Après deux semaine d’interruption, les Samedis Sandiens reprennent du servie, avec aujourd’hui un roman qui marque l’engagement de George Sand pour la cause du peuple. Ce roman naît de sa rencontre et de son amitié avec Agricol Perdiguier qui fit paraître, en 1839, le Livre du compagnonnage.
L’histoire se passe en 1823. Le comte de Villepreux engage le père Huguenin et son fils, Pierre, qui vient d’achever son tour de France de 4 ans, pour restaurer la chapelle de son château. Le père se blesse et Pierre demande alors à Amaury le Corinthien de l’aider dans les travaux de restauration. Dans la chapelle, un soir, Pierre découvre l’atelier de Mlle de Villepreux. Il parcourt ses livres, ses antiquités, ses objets d’art, et tombe en admiration devant cette jeune fille instruite.
Par ce roman, George Sand rend compte d’idées qui lui sont chères : la valorisation du peuple, et ici un peuple artiste à travers la confrérie des Compagnons. Elle décrit donc de façon assez précise le fonctionnement du Compagnonnage, les rivalités entre les différents corps de métier, les symboles, les légendes liés à cette confrérie. Pierre Huguenin incarne le parangon du Compagnon, jeune homme beau, instruit, philosophe et mu par l’idée égalitaire et républicaine, très proche de Pierre Leroux. Mais ce socialisme dix-neuvième siècle est aussi emprunt de religiosité, et Pierre apparaît souvent comme le messie, c’est que, comme l’a écrit Michèle Hecquet (Poétique de la parabole : les romans socialistes de George Sand 1840-1845), les romans socialistes de Sand relèvent de la parabole. Ainsi Pierre prône l’entente du peuple, persuadé que la cause du peuple ne peut être portée que par le peuple lui-même et non par les classes dirigeantes, c’est-à-dire la bourgeoisie ou l’ancienne aristocratie. Pierre est une figure tutélaire, autoritaire, mais aussi rassembleuse, il incarne avant tout une idée, plus qu’un personnage, et son prénom n’est sans doute pas une simple coïncidence. On pourra parfois trouver plus sympathique les défauts d’Amaury, ses erreurs, ses hésitations, mais Pierre, par sa grandeur d’âme, est bien l’incarnation de l’utopie sociale de George Sand.
Parallèlement, le roman rend compte de deux histoires d’amour : la première entre Pierre et Yseult, la seconde entre Amaury et Joséphine, la jeune cousine d’Yseult. Deux amours aussi différentes l’une que l’autre, le premier établi sur une entente philosophique et intellectuelle, le deuxième établi davantage sur la sensualité, avec toutes les conséquences que celle-ci peut entraîner.

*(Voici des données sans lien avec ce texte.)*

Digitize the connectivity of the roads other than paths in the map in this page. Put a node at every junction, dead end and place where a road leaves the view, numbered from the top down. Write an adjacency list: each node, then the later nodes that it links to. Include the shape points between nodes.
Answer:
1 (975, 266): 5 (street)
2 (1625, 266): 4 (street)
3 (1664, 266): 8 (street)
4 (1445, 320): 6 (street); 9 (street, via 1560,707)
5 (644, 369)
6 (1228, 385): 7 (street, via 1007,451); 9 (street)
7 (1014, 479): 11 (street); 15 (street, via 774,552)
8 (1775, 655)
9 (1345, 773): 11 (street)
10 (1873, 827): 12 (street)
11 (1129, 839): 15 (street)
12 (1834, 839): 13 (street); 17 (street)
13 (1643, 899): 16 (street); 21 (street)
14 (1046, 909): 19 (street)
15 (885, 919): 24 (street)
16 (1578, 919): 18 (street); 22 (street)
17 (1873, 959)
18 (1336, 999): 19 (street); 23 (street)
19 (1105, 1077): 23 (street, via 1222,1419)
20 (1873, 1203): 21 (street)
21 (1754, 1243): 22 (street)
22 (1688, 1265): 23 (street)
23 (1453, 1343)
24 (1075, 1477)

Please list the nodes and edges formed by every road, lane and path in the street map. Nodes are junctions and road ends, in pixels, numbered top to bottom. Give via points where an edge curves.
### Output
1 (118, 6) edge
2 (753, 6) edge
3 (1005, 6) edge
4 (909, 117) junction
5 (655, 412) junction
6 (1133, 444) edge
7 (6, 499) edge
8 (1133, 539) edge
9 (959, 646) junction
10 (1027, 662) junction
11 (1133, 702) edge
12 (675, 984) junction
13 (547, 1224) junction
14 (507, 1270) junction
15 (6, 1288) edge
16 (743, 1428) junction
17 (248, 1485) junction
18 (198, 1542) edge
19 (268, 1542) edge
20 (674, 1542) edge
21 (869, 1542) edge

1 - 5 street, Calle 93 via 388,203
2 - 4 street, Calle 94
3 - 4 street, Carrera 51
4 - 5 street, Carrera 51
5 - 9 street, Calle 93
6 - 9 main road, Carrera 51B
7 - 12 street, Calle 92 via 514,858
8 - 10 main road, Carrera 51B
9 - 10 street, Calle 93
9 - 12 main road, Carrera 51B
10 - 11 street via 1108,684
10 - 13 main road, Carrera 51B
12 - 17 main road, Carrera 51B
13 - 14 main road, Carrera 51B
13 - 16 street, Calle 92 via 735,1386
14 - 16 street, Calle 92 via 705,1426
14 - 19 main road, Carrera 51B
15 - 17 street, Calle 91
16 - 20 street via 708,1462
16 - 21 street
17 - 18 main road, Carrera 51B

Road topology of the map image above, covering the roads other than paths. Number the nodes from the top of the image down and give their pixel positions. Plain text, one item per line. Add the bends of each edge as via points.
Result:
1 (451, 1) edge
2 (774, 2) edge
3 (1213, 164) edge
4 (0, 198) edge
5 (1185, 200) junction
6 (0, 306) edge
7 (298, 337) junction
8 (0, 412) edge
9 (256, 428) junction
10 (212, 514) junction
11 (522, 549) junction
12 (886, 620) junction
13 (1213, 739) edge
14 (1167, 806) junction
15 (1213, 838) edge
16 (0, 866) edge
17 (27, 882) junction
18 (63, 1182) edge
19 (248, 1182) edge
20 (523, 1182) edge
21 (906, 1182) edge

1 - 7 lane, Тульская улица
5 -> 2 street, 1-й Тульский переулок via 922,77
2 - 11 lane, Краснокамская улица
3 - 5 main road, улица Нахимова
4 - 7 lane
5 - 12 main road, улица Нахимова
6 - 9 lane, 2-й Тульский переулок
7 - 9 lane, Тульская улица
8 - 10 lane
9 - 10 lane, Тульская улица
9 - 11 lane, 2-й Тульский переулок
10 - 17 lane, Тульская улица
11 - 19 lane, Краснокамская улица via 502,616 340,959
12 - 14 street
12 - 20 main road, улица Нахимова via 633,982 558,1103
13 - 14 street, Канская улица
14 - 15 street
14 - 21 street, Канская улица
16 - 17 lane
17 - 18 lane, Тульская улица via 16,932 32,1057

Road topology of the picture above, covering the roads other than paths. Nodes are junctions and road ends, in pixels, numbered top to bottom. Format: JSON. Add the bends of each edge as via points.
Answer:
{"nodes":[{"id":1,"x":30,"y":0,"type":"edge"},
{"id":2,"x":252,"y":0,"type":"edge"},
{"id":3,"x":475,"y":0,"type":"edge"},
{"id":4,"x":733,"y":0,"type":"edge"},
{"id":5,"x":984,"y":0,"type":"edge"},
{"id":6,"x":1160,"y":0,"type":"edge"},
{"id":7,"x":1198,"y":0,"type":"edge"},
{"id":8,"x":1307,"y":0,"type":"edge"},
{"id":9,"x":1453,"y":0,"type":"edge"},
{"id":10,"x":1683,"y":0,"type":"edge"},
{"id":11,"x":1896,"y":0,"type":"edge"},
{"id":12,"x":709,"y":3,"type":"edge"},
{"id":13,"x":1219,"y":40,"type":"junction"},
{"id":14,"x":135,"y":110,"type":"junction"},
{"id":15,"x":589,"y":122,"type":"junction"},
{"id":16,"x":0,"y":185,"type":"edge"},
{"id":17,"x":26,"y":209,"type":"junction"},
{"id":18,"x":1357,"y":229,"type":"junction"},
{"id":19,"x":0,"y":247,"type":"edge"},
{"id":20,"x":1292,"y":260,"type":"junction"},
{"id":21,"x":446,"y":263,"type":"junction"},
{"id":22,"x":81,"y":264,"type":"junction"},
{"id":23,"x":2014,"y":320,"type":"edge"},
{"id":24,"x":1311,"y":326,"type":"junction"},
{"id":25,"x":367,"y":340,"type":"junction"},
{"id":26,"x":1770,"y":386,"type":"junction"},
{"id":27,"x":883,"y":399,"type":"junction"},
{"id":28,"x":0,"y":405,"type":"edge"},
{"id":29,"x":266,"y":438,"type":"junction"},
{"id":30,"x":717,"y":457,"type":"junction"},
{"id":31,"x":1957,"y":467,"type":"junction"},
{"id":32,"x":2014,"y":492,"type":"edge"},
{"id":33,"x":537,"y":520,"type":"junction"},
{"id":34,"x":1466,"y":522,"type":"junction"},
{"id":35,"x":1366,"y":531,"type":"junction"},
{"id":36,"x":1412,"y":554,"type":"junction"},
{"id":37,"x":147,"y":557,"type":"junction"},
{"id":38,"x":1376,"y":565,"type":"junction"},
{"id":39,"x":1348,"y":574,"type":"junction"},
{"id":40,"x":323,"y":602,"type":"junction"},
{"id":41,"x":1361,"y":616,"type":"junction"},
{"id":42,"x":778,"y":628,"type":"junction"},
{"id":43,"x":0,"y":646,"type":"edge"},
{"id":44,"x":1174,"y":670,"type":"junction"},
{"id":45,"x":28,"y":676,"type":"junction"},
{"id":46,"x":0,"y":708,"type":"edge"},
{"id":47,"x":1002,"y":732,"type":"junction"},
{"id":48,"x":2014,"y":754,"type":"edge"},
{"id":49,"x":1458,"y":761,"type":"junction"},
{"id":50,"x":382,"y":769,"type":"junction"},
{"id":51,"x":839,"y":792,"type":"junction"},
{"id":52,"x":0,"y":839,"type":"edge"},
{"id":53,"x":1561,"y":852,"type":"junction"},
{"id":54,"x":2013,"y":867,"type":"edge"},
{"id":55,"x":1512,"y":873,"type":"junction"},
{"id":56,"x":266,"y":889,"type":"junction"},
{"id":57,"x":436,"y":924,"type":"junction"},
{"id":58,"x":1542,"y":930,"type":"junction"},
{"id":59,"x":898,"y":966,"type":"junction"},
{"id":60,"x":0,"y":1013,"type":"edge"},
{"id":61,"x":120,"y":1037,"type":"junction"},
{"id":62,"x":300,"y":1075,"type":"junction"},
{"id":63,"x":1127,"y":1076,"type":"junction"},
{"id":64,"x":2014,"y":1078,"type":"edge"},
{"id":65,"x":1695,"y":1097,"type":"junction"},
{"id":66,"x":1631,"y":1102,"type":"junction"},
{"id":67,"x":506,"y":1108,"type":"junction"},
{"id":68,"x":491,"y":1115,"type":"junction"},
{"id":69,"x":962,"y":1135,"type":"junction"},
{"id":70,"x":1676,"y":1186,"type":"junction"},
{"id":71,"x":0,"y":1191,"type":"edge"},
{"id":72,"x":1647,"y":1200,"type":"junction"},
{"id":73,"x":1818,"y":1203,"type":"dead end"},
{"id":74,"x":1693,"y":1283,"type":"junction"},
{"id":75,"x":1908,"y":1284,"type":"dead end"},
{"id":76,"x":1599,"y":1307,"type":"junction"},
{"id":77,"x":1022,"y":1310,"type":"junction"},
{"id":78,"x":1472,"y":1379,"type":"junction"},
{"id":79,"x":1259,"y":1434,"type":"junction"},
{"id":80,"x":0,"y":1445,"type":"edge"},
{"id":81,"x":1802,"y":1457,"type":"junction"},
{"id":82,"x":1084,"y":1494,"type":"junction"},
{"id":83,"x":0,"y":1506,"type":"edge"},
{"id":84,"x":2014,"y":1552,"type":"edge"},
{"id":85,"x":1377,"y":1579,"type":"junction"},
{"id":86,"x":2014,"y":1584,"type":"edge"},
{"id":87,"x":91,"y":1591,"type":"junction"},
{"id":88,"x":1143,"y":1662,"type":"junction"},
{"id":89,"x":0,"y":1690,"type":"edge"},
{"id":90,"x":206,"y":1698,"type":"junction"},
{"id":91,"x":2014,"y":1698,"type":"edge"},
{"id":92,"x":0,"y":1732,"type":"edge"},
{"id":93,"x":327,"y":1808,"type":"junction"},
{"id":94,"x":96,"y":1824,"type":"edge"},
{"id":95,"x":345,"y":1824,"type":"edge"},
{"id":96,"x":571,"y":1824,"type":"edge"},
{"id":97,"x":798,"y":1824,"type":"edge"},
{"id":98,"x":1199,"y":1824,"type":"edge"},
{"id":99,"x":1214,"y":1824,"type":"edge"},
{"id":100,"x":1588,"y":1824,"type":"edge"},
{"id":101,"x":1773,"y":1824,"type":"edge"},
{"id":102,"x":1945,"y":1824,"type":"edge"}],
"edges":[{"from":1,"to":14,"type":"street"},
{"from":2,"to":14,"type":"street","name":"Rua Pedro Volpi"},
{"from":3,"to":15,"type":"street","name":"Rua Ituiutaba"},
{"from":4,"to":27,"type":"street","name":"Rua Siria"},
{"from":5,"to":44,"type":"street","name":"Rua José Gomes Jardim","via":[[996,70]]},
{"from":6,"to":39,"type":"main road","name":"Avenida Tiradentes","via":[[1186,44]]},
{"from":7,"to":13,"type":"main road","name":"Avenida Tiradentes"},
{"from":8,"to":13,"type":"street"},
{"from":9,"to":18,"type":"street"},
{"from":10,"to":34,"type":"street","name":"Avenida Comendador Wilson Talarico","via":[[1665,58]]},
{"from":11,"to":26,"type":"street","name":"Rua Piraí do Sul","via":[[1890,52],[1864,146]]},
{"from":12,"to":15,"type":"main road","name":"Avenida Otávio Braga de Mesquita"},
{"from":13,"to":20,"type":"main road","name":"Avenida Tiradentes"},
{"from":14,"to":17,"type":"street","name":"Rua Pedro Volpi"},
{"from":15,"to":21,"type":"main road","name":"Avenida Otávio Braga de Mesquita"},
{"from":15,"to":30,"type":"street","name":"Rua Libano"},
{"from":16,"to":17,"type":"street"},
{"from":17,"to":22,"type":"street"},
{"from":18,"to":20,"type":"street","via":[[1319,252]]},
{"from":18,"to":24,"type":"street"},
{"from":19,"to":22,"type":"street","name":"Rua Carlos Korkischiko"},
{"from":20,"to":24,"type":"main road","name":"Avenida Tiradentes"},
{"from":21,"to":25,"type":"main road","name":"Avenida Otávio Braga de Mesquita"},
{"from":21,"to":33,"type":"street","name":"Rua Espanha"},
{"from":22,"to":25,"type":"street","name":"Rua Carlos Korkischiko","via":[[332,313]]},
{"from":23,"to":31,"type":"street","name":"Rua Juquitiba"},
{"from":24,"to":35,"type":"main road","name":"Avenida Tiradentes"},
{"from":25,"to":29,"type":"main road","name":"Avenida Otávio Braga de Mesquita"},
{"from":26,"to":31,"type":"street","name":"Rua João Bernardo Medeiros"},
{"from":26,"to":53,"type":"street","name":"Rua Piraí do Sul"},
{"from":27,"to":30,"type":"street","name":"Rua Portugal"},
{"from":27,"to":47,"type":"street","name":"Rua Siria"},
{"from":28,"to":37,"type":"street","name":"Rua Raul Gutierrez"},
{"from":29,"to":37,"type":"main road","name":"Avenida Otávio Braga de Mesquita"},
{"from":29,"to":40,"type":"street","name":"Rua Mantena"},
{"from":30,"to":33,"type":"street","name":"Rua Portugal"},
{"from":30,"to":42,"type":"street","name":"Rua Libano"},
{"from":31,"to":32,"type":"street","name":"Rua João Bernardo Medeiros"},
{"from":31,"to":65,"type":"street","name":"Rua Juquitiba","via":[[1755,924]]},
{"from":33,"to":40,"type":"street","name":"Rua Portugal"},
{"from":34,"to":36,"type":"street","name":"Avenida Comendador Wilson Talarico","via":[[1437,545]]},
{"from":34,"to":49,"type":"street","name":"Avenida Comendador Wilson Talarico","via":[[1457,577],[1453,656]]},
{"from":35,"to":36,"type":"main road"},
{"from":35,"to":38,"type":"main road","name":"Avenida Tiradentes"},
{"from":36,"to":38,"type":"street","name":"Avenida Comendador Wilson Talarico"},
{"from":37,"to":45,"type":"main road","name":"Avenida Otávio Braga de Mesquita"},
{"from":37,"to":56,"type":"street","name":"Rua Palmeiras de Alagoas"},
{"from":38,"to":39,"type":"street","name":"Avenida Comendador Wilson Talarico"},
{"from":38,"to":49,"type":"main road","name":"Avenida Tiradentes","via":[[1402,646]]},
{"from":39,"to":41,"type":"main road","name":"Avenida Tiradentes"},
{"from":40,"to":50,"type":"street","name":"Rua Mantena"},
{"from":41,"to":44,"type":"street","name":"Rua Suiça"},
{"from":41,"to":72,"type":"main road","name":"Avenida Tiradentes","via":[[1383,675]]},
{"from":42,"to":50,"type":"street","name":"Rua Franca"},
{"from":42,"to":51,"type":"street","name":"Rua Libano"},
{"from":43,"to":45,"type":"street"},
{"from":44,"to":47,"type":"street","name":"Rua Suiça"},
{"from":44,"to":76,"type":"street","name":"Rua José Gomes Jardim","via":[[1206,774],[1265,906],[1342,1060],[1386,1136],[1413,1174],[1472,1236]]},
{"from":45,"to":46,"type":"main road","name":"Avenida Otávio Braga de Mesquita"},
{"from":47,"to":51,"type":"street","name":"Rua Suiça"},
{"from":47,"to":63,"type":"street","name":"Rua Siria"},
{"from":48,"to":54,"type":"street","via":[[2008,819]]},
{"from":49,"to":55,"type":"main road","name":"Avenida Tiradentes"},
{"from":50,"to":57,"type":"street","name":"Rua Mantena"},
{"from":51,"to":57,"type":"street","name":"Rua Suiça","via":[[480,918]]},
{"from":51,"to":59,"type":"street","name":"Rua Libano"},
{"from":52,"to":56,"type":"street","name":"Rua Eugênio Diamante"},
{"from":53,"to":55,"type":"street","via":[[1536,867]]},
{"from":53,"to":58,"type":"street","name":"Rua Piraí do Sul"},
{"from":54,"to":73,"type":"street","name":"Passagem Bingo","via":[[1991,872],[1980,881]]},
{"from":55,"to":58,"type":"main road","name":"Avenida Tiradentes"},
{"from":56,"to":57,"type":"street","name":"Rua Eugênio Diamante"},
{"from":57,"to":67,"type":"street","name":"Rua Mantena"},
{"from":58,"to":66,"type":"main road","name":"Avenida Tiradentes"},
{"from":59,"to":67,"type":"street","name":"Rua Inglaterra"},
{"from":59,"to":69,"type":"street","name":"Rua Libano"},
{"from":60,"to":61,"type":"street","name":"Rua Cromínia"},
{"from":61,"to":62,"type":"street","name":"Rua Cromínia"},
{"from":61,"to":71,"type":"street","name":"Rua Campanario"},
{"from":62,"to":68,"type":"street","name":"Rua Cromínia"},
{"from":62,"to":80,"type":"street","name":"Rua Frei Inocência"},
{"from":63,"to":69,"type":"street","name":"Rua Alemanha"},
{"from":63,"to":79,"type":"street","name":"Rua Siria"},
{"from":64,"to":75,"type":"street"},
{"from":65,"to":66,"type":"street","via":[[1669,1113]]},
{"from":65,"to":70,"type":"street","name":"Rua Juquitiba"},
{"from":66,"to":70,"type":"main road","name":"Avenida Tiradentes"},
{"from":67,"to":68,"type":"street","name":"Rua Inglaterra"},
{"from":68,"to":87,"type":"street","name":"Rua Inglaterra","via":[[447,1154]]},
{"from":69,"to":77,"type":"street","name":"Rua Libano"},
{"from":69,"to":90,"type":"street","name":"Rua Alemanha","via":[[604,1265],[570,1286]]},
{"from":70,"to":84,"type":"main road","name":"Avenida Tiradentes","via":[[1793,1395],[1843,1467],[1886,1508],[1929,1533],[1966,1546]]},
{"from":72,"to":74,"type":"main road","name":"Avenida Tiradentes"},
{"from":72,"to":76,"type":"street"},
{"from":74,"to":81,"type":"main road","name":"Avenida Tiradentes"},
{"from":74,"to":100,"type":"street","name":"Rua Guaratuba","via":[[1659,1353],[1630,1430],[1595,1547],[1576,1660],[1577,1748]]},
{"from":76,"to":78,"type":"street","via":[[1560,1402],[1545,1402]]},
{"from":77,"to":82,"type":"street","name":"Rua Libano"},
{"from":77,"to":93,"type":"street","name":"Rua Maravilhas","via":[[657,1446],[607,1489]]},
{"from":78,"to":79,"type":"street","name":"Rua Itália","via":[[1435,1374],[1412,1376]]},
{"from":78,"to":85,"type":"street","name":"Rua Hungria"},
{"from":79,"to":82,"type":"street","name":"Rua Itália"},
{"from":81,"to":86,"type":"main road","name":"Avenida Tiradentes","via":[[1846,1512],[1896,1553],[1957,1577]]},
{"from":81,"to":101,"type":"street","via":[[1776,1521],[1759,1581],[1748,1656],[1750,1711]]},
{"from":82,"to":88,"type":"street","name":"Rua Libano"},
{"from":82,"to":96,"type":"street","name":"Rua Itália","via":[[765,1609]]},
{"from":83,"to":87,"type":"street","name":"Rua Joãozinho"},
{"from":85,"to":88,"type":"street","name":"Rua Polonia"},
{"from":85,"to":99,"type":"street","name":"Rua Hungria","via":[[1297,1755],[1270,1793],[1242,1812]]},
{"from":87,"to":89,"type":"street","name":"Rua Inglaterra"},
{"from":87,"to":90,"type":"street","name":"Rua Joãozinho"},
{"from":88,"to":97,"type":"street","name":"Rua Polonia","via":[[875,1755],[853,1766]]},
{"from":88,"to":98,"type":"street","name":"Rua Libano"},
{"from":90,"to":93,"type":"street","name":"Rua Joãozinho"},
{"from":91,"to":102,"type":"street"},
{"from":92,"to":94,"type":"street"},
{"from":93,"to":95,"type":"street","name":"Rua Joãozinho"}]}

Pierre et Amaury, bien que compagnons, représentent deux orientations différentes et donc vivent leur amour sur le même mode. Comme 7 épées dans la première partie de La Ville Noire, Amaury veut réussir, faire sa place, tandis que Pierre a une vision altruiste et humaniste de son destin.
La figure du Comte de Villepreux est aussi intéressante. Il y a souvent dans les romans de George Sand ces figures patriarcales appartenant à l’ancienne aristocratie, pas nécessairement opposées au socialisme mais attachées encore à leur classe, et particulièrement sceptiques face à une république aux mains du peuple.
Ce roman n’est pas le plus simple de George Sand, mais il est intéressant dans sa description d’une confrérie, par les idées sociales qu’il véhicule, et également parce qu’il est particulièrement représentatif d’une période importante dans le parcours romanesque de George Sand : ses romans socialistes. Il ne faut pas être effrayé cependant car ce roman car il apporte un réel bonheur de lecture, et les intrigues amoureuses permettent d’insérer un peu de légèreté dans la narration.
Avec ce roman, George Sand marque l’ancrage politique du romantisme, un romantisme social tourné vers la cause du peuple, tel que Victor Hugo le développera également dans Les Misérables. George Sand montre que l’artisan est aussi un artiste du quotidien.
Je voudrais finir sur une anecdote personnelle. Il y a plusieurs années, alors que j’étais en DEUG de lettres, et encore loin de ma rencontre avec George Sand, j’ai donné pendant un an des cours de Français à des Compagnons du Tour de France dans une commune près de Grenoble. Dans la salle de cours, il y avait une vitrine dans laquelle était exposé un exemplaire du roman de George Sand. Ce roman eut un grand retentissement dans le monde du compagnonnage, et l’a encore aujourd’hui. Pour moi, cette étrange rencontre, m’apparaît aujourd’hui comme un premier signe de mon amour pour George Sand, comme un signe, l’un des premiers… car il y en eut plusieurs par la suite.
Billet écrit dans le cadre du Challenge George Sand , des Samedis Sandiens et du Challenge Romantique.